Shopkeepers address customers in Russian, and their shelves are amply stocked with pork, red caviar and bottles of vodka.
Russian pop-music beats thump out of speakers at bars, and in some homes, people are as likely to be hunched over a chessboard as a computer keyboard.
The Soviet Union crumbled 20 years ago and in the aftermath, more than a million of its citizens took advantage of their Jewish roots to flee to Israel.
By virtue of their sheer numbers in a country of eight million people, and their tenacity in clinging to elements of their old way of life, these immigrants have transformed the country.
Israel has the world's third-largest Russian-speaking community outside the former Soviet Union, after the United States and Germany.
Russian-speaking emigres may not conjure up the same recognition as the country's black-hatted Orthodox Jews or gun-toting soldiers, but they are just as ubiquitous - maintaining habits more suited to the "old country" than their adopted homeland, such as wild-mushroom foraging or winter dips in the Mediterranean, the closest substitute for frigid Siberian waters.
Russian-speaking emigres and their children occupy virtually every corner of Israeli society, from academia and technology to the military and politics.
A political party formed by Israel's recently resigned foreign minister Avigdor Lieberman to cater for Russian-speaking settlers such as himself has grown from a marginal force in politics to one of its major powers, and has sent Israel lurching to the political right in the process.

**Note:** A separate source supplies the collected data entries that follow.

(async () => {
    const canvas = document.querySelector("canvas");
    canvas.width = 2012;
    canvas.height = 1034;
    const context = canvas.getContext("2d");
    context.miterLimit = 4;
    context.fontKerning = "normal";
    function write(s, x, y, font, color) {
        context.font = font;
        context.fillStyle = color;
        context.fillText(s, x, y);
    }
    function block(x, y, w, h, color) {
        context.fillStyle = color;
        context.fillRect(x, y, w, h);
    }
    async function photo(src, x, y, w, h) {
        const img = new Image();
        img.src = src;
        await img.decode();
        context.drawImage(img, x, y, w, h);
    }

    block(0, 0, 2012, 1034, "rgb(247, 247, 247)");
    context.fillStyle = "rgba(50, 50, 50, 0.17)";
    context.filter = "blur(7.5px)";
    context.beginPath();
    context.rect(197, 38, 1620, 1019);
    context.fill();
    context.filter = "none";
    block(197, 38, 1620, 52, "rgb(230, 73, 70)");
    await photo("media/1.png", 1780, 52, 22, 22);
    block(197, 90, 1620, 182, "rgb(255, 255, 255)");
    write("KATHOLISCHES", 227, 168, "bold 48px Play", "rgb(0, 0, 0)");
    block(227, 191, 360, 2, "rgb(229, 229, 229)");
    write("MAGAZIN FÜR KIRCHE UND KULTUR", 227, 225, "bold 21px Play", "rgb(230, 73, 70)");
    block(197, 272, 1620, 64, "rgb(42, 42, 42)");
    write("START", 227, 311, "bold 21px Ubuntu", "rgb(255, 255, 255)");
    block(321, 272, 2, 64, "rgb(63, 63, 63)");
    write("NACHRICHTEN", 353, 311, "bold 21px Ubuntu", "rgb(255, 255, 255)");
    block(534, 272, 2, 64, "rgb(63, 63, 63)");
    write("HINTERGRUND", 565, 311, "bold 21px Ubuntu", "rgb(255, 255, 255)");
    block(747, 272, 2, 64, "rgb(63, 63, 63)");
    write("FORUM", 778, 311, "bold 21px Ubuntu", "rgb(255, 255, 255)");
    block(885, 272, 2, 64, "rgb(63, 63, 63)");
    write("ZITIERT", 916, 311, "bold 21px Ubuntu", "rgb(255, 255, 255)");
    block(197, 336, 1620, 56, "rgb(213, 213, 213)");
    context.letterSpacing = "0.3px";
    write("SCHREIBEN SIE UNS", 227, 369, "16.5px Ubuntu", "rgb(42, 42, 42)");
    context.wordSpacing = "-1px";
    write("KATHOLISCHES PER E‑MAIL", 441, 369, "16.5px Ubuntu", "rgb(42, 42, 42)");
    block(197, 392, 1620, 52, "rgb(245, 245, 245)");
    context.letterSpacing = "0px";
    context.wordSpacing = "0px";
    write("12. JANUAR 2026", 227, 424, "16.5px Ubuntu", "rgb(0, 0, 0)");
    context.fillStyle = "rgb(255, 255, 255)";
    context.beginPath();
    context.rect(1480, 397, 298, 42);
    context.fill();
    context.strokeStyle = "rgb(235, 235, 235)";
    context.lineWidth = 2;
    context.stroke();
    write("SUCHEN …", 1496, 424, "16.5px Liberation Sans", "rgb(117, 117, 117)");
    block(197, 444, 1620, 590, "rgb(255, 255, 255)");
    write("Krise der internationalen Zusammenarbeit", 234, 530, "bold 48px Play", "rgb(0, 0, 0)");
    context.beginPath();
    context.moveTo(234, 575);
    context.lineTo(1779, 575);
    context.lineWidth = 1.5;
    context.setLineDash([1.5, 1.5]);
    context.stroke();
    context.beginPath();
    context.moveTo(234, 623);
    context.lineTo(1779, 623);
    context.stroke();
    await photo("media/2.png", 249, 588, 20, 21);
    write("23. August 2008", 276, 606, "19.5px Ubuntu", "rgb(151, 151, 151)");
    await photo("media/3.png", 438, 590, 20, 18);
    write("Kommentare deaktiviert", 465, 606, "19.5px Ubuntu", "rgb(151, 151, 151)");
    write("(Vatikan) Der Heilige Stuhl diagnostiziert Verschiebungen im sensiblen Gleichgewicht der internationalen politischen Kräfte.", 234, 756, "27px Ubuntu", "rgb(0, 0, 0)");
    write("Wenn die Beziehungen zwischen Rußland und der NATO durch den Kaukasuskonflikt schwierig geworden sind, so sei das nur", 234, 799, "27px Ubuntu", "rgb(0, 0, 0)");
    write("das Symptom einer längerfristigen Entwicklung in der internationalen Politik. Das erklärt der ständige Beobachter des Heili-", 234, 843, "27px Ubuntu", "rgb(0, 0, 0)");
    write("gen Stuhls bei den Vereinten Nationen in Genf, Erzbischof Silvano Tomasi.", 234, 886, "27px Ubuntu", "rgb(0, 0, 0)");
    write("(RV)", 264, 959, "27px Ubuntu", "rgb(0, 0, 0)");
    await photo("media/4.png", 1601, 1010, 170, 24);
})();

The Russian-speaking community also wields huge influence in other aspects of Israeli life.
A quarter of those working in Israel's flourishing high-tech industry is a Russian-speaking immigrant, as is half of all engineers.
The world's second-ranked chess master, Belarus-born Boris Gelfand, lives in Israel, and about a quarter of Israel's Olympic coaches grew up in the former Soviet Union.
Not all newcomers found work in their professions, however. Many artists became janitors or teachers. One Moldovan trapeze artist now operates a crane.
"I love the circus very, very much, but my work is like the circus," said Irena Zagoruyko, speaking on a cellphone from the top of a 56-metre crane.
While the wave of immigration from the former Soviet Union is widely regarded as successful, there has also been friction.
Religion is a sensitive subject. Many immigrants have tenuous Jewish lineage or none at all.
There is also a certain disdain on both sides, with some immigrants saying they brought talent to a cultural backwater, and some Israelis saying the Russian-speaking immigrants brought prostitution, corruption and crime.
To some degree, many Russian speakers have insulated themselves from the broader Israeli society - with Russian bookshops, Russian restaurants, Russian television and Russian newspapers.
And they never forget the beloved Chekhov and Dostoyevsky of their motherland.
"That's why Soviet immigrants never connected to Israeli society all the way," said Roman Bronfman, a former Israeli lawmaker born in what is now Ukraine. "They felt they were connected to one of the most glorious cultures in the world."